One way to leverage technological advantage is through remote service: Durmis cited Bayer VirtualCare as an offering that allows the company to track the functioning of its technologies through remote monitoring. The data can inform scheduling of service appointments, allowing for more up-front notice ahead of the need for longer-term shutdowns. Any behavior that can allow a department to be more proactive and less reactive helps to obviate the need for more expensive emergency repairs.
Durmis said he sympathizes with department managers and hospital decision-makers who “have been put in a difficult position because of the short-term orientation of cost-cutting” instead of making a more holistic, full-system evaluation.
“Everyone’s in kind of a tight spot,” he said. “There clearly is a bottom. There’s no silver bullets left. If you think about where we’ve come from as an industry, most of the cream’s already been taken off the top. It requires more effort, more work to dig in and discover some of the root causes.”
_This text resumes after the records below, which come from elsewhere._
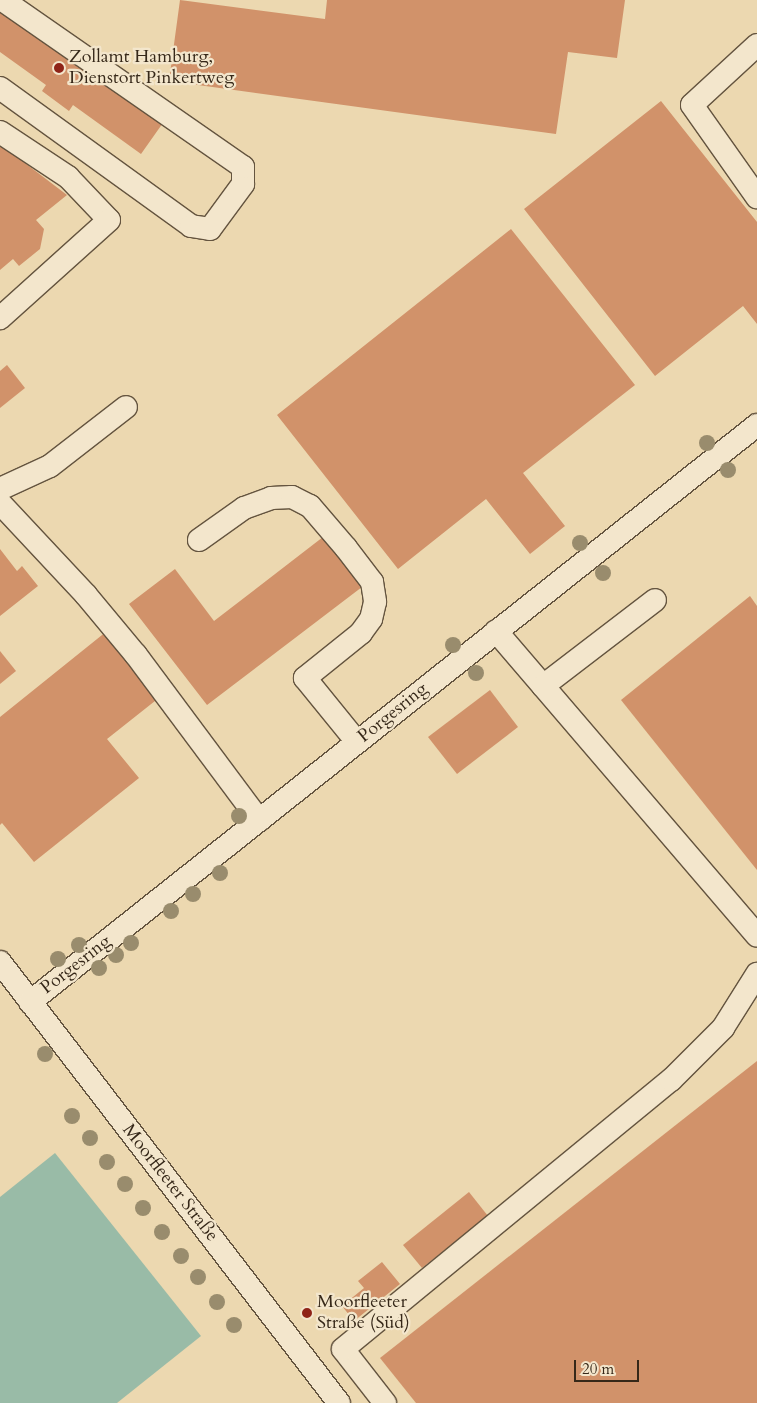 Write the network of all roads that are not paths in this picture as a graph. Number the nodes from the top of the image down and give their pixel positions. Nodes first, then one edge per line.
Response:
1 (3, 0) edge
2 (757, 45) edge
3 (0, 88) edge
4 (0, 132) edge
5 (757, 197) edge
6 (0, 318) edge
7 (126, 406) dead end
8 (757, 425) edge
9 (0, 489) edge
10 (0, 503) edge
11 (198, 540) dead end
12 (655, 600) dead end
13 (496, 631) junction
14 (543, 686) junction
15 (357, 742) junction
16 (259, 820) junction
17 (757, 935) edge
18 (0, 962) edge
19 (757, 974) edge
20 (30, 1002) junction
21 (339, 1403) edge
22 (385, 1403) edge

1 - 3 street
2 - 5 street
4 - 6 street
7 - 9 street
8 - 13 street, Porgesring
10 - 16 street
11 - 15 street
12 - 14 street
13 - 14 street
13 - 15 street, Porgesring
14 - 17 street
15 - 16 street, Porgesring
16 - 20 street, Porgesring
18 - 20 street, Moorfleeter Straße
19 - 22 street
20 - 21 street, Moorfleeter Straße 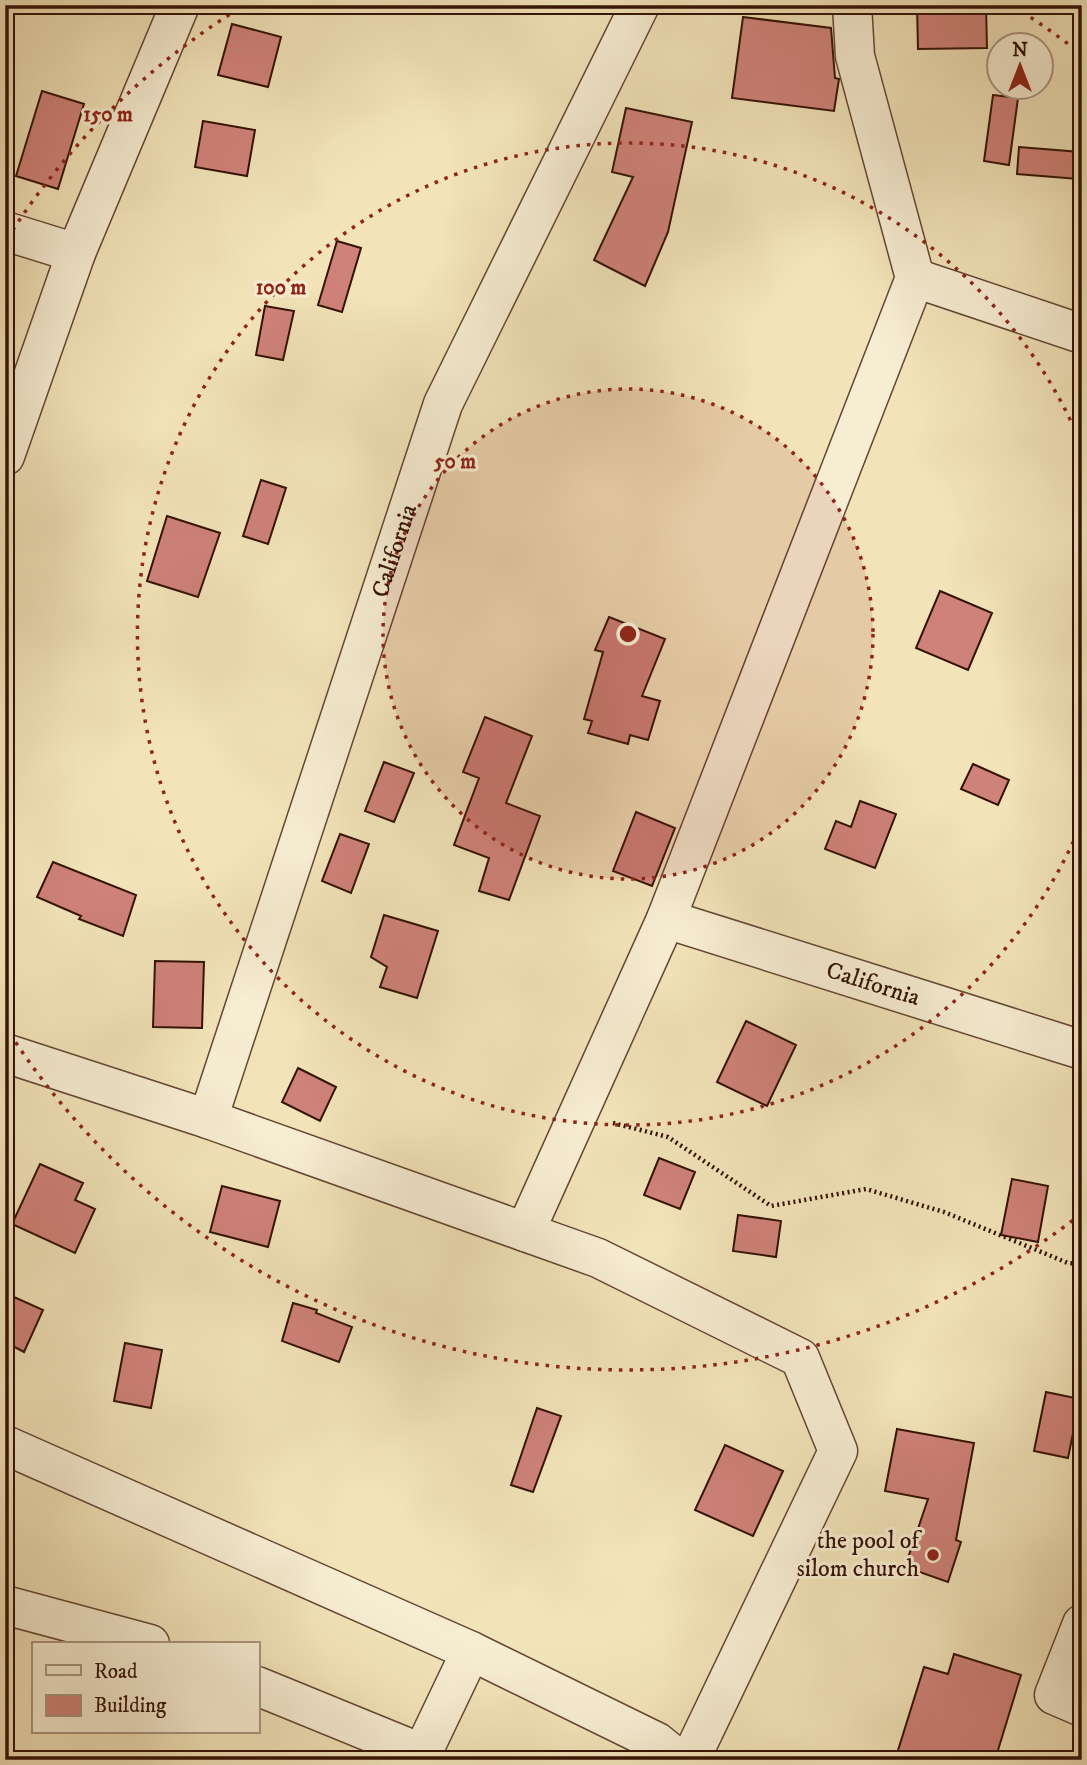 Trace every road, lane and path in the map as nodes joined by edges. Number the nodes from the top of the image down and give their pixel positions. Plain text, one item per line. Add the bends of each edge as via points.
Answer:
1 (180, 5) edge
2 (640, 5) edge
3 (852, 5) edge
4 (5, 231) edge
5 (76, 253) junction
6 (915, 278) junction
7 (1082, 334) edge
8 (5, 456) edge
9 (666, 919) junction
10 (1082, 1050) edge
11 (5, 1053) edge
12 (578, 1114) junction
13 (208, 1119) junction
14 (525, 1231) junction
15 (1082, 1265) edge
16 (5, 1445) edge
17 (5, 1605) edge
18 (1082, 1624) edge
19 (143, 1642) edge
20 (471, 1651) junction
21 (259, 1687) edge
22 (1082, 1707) edge
23 (420, 1757) edge
24 (679, 1760) edge
25 (690, 1760) edge

1 - 5 street
2 - 13 street, California via 443,404
3 - 6 street via 855,56
4 - 5 street
5 - 8 street
6 - 7 street
6 - 9 street
9 - 10 street, California
9 - 12 street
11 - 13 street
12 - 14 street
12 - 15 path via 668,1137 771,1206 866,1189 944,1212
13 - 14 street
14 - 25 street via 598,1258 800,1358 838,1451
16 - 20 street
17 - 19 street
18 - 22 street via 1054,1695
20 - 23 street
20 - 24 street via 657,1742
21 - 23 street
Conversely, Durmis points out that failure to expend the necessary funds on service contracts or preventive maintenance is simply planning for an unplanned shutdown at a future date. When suites fail for hours or even days, there’s an impact on patients’ lives, which has its own subsequent impact on the profit-and-loss lines of the radiology suite, “and really what is the true cost of that downtime?” Durmis said.
“Radiology managers are taking more risk, and oftentimes it’s extremely counterproductive,” he said. “There’s some challenges out there with access to service or access to equipment, but there are still different ways to do some benchmarking studies across those types of institutions and trying to make some incremental changes to drive some efficiencies in their process.”